I made Burda’s Button-Down Blouse pattern. Do you use the word “blouse”? I have quite a few friends who refuse to use the word, other than when joking around. I really don’t mind saying it, but rarely call tops “blouses”. Blouse. It’s almost onomatopoeic. And maybe that’s part of the problem? “Blouse” sounds flouncy and frilly and overtly feminine. This top is much more understated and simple. Which is exactly what I wanted since I was using an all over print. I mentioned the voile I used for the top (blouse?) last week when I showed you the jacket I made my daughter. I picked up a couple yards of this bird-print at a super cute fabric shop called Yellow Bird Fabrics in Salt Lake City. It really is fabulous fabric. In fact, I chose the pattern specifically because I thought it would highlight the fabric and its print nicely. Now, let’s talk pattern. First, to be clear, I adore how this top turned out. Mostly. It could use at least one more button at the bottom. That’s a super easy fix, and one I keep meaning to get to. As you can tell from the pictures, I’ve been using a safety pin to keep things neatly closed because not only am I lazy, I’m klassy. With a K. Not as easy to retro-fix, I really wish it were a few inches longer. I struggle all day trying to keep the tails tucked in.
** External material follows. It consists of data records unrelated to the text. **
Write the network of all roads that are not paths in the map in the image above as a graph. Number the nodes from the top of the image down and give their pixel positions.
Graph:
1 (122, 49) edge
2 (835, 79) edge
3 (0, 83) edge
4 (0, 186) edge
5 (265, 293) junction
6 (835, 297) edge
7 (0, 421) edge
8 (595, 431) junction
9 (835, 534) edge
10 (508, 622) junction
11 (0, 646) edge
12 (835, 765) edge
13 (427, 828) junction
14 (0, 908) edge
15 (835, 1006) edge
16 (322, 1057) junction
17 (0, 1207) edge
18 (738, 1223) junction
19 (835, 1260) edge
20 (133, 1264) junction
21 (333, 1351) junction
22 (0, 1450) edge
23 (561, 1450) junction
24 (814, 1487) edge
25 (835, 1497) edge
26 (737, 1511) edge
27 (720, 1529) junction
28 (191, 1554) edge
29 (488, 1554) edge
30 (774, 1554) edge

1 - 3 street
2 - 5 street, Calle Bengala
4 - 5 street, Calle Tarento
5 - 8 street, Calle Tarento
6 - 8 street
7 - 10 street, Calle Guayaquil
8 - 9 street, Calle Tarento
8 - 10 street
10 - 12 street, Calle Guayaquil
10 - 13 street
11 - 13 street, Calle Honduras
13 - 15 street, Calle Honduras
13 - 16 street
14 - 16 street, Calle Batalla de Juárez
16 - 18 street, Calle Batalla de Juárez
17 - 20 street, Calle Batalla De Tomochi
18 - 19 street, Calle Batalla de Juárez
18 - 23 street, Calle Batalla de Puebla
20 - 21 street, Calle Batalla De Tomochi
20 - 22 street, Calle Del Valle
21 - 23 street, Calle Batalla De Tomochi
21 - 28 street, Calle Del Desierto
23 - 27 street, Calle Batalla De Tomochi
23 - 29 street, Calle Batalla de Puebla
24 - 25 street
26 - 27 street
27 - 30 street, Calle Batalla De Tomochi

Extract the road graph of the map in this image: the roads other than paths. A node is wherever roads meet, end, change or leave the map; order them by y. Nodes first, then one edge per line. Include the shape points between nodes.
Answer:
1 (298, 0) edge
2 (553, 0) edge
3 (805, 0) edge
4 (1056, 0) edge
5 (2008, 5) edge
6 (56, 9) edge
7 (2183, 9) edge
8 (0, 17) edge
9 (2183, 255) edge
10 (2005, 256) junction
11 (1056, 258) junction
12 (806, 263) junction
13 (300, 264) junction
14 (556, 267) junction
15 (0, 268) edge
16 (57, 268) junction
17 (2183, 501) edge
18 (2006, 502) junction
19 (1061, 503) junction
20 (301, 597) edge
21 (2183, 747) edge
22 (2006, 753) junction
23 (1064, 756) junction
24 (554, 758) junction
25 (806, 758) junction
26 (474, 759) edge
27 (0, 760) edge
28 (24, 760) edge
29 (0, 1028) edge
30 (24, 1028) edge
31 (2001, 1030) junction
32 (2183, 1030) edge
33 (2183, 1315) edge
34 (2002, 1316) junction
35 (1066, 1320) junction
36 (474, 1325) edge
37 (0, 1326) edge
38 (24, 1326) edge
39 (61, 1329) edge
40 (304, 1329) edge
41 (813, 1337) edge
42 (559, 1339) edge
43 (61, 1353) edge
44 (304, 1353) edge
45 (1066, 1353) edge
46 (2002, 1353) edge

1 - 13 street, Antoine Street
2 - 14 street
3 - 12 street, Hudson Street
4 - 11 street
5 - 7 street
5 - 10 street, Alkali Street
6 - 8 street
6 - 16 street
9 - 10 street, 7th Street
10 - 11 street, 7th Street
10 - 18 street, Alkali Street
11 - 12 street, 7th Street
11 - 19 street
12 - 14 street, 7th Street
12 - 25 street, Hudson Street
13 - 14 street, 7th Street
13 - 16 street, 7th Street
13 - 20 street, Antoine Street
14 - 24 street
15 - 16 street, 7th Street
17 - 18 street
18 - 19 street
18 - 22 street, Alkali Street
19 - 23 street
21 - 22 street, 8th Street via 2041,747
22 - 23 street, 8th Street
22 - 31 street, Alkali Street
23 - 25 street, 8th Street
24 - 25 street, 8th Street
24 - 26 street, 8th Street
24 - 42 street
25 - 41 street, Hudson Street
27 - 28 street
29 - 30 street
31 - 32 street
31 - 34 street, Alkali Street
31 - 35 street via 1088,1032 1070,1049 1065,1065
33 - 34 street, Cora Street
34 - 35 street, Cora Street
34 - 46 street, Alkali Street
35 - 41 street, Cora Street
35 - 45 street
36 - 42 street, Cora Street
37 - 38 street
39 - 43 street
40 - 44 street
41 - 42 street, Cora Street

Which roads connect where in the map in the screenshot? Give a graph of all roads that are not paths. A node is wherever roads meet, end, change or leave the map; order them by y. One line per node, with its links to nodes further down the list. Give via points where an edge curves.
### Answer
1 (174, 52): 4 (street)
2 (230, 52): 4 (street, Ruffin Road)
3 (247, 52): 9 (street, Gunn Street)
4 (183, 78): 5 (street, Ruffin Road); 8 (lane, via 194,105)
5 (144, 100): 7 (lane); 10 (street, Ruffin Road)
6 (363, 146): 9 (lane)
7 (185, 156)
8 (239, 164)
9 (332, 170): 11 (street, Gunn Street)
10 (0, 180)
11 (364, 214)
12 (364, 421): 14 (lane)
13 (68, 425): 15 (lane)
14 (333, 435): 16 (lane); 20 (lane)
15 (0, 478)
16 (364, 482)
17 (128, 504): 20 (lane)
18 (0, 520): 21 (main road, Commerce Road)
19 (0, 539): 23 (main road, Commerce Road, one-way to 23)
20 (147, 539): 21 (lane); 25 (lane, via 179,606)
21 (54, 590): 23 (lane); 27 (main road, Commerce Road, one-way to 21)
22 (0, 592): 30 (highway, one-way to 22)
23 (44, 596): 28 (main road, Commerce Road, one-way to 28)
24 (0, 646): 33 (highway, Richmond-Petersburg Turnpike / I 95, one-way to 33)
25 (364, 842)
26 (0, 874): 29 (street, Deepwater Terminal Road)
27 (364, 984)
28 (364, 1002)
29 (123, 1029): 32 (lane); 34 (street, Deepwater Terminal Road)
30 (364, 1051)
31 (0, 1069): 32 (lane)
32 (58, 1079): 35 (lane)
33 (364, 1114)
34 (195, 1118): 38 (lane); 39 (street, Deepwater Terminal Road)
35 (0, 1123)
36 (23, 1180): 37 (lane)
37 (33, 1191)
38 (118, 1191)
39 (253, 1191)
My favorite is to pair this top with some fun purple skinny jeans I have; but they’re lower rise, and all day long I’m tucking and retucking. I opted for a higher rise jean for the photo shoot, and even then I was fussing with the shirt tail and front every few minutes.
This is a downloadable pattern, which means I had to print, tape, then cut out 22 pages. And then, as I guess is typical with Burda patterns, got a whole almost-one-page sheet of instructions, with no pictures. I am super visual. So for the cuffs and the sleeve plackets, I went to my trusty lessons (remember those?): Continuous Sleeve Placket and Standard Sleeve Cuff; and I was able to get through things without a hitch, and without the Burda instructions. I shortened the sleeves to 3/4-length. It required just a tiny bit of measuring and increasing the cuffs, and was a super easy modification.
There is no real collar on the top, just a bound neckline. Two simple bust darts are the extent of the tailoring. So it really is a relatively basic sew. Burda labels the pattern as Intermediate, which I agree with. Though, 40 years ago it would probably be classified as Beginner. 40 years ago I also probably would have called this a blouse.